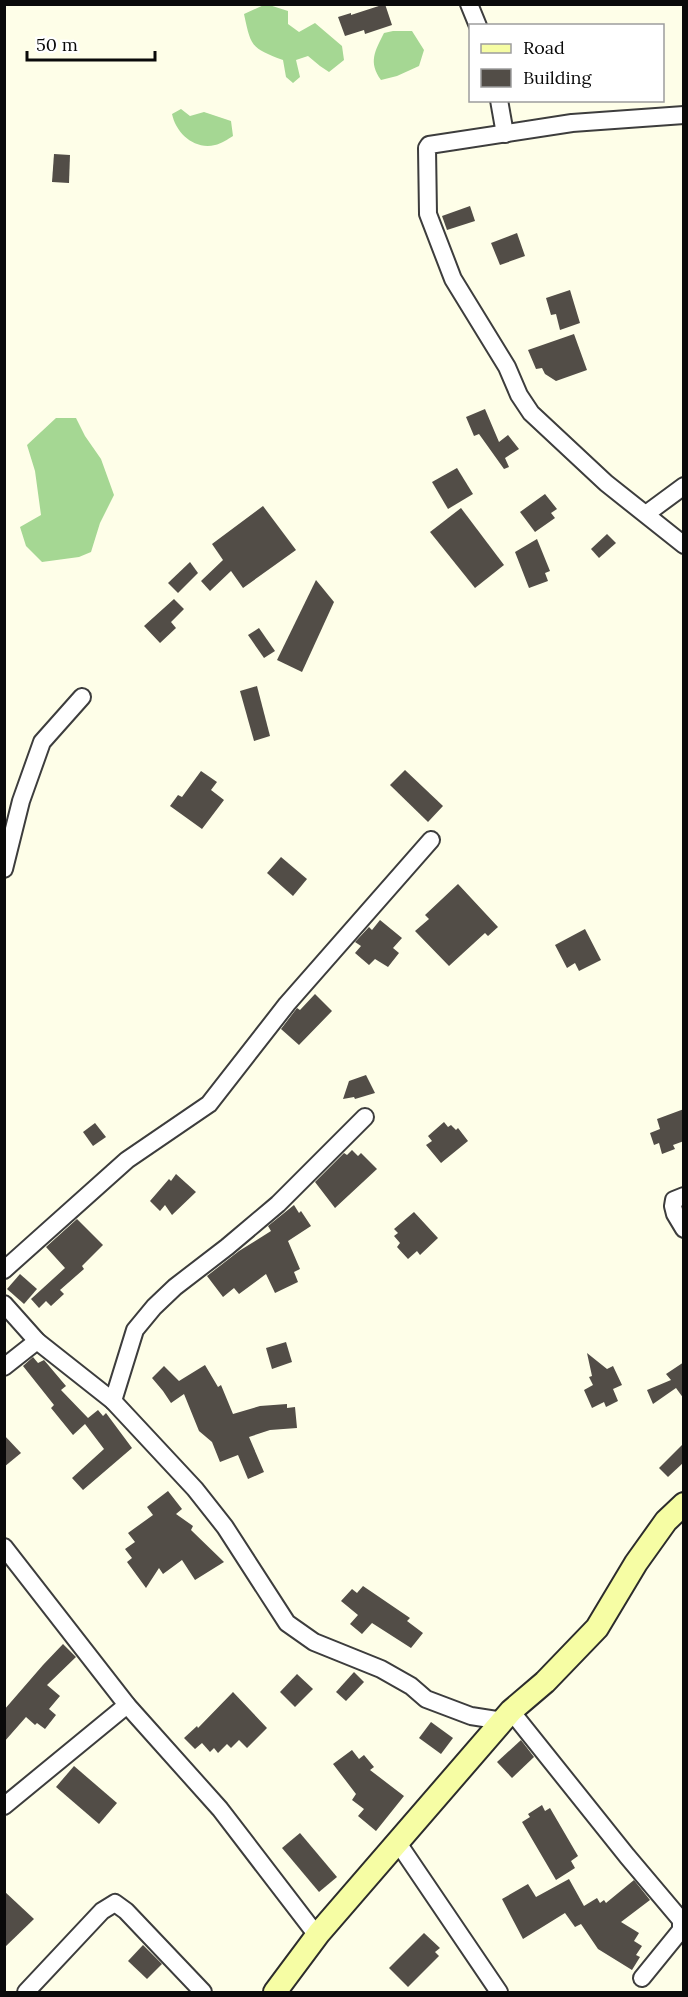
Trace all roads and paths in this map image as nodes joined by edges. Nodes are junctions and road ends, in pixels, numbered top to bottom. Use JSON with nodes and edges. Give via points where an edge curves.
{"nodes":[{"id":1,"x":469,"y":4,"type":"edge"},
{"id":2,"x":477,"y":24,"type":"edge"},
{"id":3,"x":499,"y":102,"type":"edge"},
{"id":4,"x":684,"y":115,"type":"edge"},
{"id":5,"x":505,"y":134,"type":"junction"},
{"id":6,"x":684,"y":486,"type":"edge"},
{"id":7,"x":646,"y":514,"type":"junction"},
{"id":8,"x":684,"y":545,"type":"edge"},
{"id":9,"x":82,"y":697,"type":"dead end"},
{"id":10,"x":431,"y":840,"type":"dead end"},
{"id":11,"x":4,"y":869,"type":"edge"},
{"id":12,"x":365,"y":1117,"type":"dead end"},
{"id":13,"x":684,"y":1196,"type":"edge"},
{"id":14,"x":684,"y":1229,"type":"edge"},
{"id":15,"x":4,"y":1270,"type":"edge"},
{"id":16,"x":4,"y":1304,"type":"edge"},
{"id":17,"x":37,"y":1341,"type":"junction"},
{"id":18,"x":4,"y":1367,"type":"edge"},
{"id":19,"x":113,"y":1401,"type":"junction"},
{"id":20,"x":684,"y":1504,"type":"edge"},
{"id":21,"x":7,"y":1555,"type":"edge"},
{"id":22,"x":127,"y":1706,"type":"junction"},
{"id":23,"x":507,"y":1716,"type":"junction"},
{"id":24,"x":4,"y":1806,"type":"edge"},
{"id":25,"x":398,"y":1843,"type":"junction"},
{"id":26,"x":319,"y":1933,"type":"junction"},
{"id":27,"x":642,"y":1978,"type":"dead end"},
{"id":28,"x":26,"y":1992,"type":"edge"},
{"id":29,"x":202,"y":1992,"type":"edge"},
{"id":30,"x":275,"y":1992,"type":"edge"},
{"id":31,"x":499,"y":1992,"type":"edge"}],
"edges":[{"from":1,"to":2,"type":"street"},
{"from":3,"to":5,"type":"street"},
{"from":4,"to":5,"type":"street","via":[[572,123]]},
{"from":5,"to":7,"type":"street","via":[[428,146],[428,214],[453,279],[497,348],[531,412],[606,483]]},
{"from":6,"to":7,"type":"street"},
{"from":7,"to":8,"type":"street"},
{"from":9,"to":11,"type":"street","via":[[42,742],[21,801]]},
{"from":10,"to":15,"type":"street","via":[[287,1004],[209,1104],[127,1160]]},
{"from":12,"to":19,"type":"street","via":[[278,1204],[154,1307],[135,1330]]},
{"from":13,"to":14,"type":"street","via":[[674,1200],[673,1206]]},
{"from":16,"to":17,"type":"street"},
{"from":17,"to":18,"type":"street"},
{"from":17,"to":19,"type":"street"},
{"from":19,"to":23,"type":"street","via":[[225,1527],[287,1623],[314,1642],[381,1669],[426,1699],[471,1716]]},
{"from":20,"to":23,"type":"street","via":[[666,1521],[636,1563],[597,1628]]},
{"from":21,"to":22,"type":"street"},
{"from":22,"to":24,"type":"street"},
{"from":22,"to":26,"type":"street","via":[[220,1809]]},
{"from":23,"to":25,"type":"street"},
{"from":23,"to":27,"type":"street","via":[[534,1737],[681,1920],[681,1930]]},
{"from":25,"to":26,"type":"street"},
{"from":25,"to":31,"type":"street"},
{"from":26,"to":30,"type":"street"},
{"from":28,"to":29,"type":"street","via":[[102,1911],[115,1903]]}]}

──────────────────────────────

= Required action =
Leaving the images out, return every record exactly.

= Your response =
Trace all roads and paths in this map image as nodes joined by edges. Nodes are junctions and road ends, in pixels, numbered top to bottom. Use JSON with nodes and edges. Give via points where an edge curves.
{"nodes":[{"id":1,"x":469,"y":4,"type":"edge"},
{"id":2,"x":477,"y":24,"type":"edge"},
{"id":3,"x":499,"y":102,"type":"edge"},
{"id":4,"x":684,"y":115,"type":"edge"},
{"id":5,"x":505,"y":134,"type":"junction"},
{"id":6,"x":684,"y":486,"type":"edge"},
{"id":7,"x":646,"y":514,"type":"junction"},
{"id":8,"x":684,"y":545,"type":"edge"},
{"id":9,"x":82,"y":697,"type":"dead end"},
{"id":10,"x":431,"y":840,"type":"dead end"},
{"id":11,"x":4,"y":869,"type":"edge"},
{"id":12,"x":365,"y":1117,"type":"dead end"},
{"id":13,"x":684,"y":1196,"type":"edge"},
{"id":14,"x":684,"y":1229,"type":"edge"},
{"id":15,"x":4,"y":1270,"type":"edge"},
{"id":16,"x":4,"y":1304,"type":"edge"},
{"id":17,"x":37,"y":1341,"type":"junction"},
{"id":18,"x":4,"y":1367,"type":"edge"},
{"id":19,"x":113,"y":1401,"type":"junction"},
{"id":20,"x":684,"y":1504,"type":"edge"},
{"id":21,"x":7,"y":1555,"type":"edge"},
{"id":22,"x":127,"y":1706,"type":"junction"},
{"id":23,"x":507,"y":1716,"type":"junction"},
{"id":24,"x":4,"y":1806,"type":"edge"},
{"id":25,"x":398,"y":1843,"type":"junction"},
{"id":26,"x":319,"y":1933,"type":"junction"},
{"id":27,"x":642,"y":1978,"type":"dead end"},
{"id":28,"x":26,"y":1992,"type":"edge"},
{"id":29,"x":202,"y":1992,"type":"edge"},
{"id":30,"x":275,"y":1992,"type":"edge"},
{"id":31,"x":499,"y":1992,"type":"edge"}],
"edges":[{"from":1,"to":2,"type":"street"},
{"from":3,"to":5,"type":"street"},
{"from":4,"to":5,"type":"street","via":[[572,123]]},
{"from":5,"to":7,"type":"street","via":[[428,146],[428,214],[453,279],[497,348],[531,412],[606,483]]},
{"from":6,"to":7,"type":"street"},
{"from":7,"to":8,"type":"street"},
{"from":9,"to":11,"type":"street","via":[[42,742],[21,801]]},
{"from":10,"to":15,"type":"street","via":[[287,1004],[209,1104],[127,1160]]},
{"from":12,"to":19,"type":"street","via":[[278,1204],[154,1307],[135,1330]]},
{"from":13,"to":14,"type":"street","via":[[674,1200],[673,1206]]},
{"from":16,"to":17,"type":"street"},
{"from":17,"to":18,"type":"street"},
{"from":17,"to":19,"type":"street"},
{"from":19,"to":23,"type":"street","via":[[225,1527],[287,1623],[314,1642],[381,1669],[426,1699],[471,1716]]},
{"from":20,"to":23,"type":"street","via":[[666,1521],[636,1563],[597,1628]]},
{"from":21,"to":22,"type":"street"},
{"from":22,"to":24,"type":"street"},
{"from":22,"to":26,"type":"street","via":[[220,1809]]},
{"from":23,"to":25,"type":"street"},
{"from":23,"to":27,"type":"street","via":[[534,1737],[681,1920],[681,1930]]},
{"from":25,"to":26,"type":"street"},
{"from":25,"to":31,"type":"street"},
{"from":26,"to":30,"type":"street"},
{"from":28,"to":29,"type":"street","via":[[102,1911],[115,1903]]}]}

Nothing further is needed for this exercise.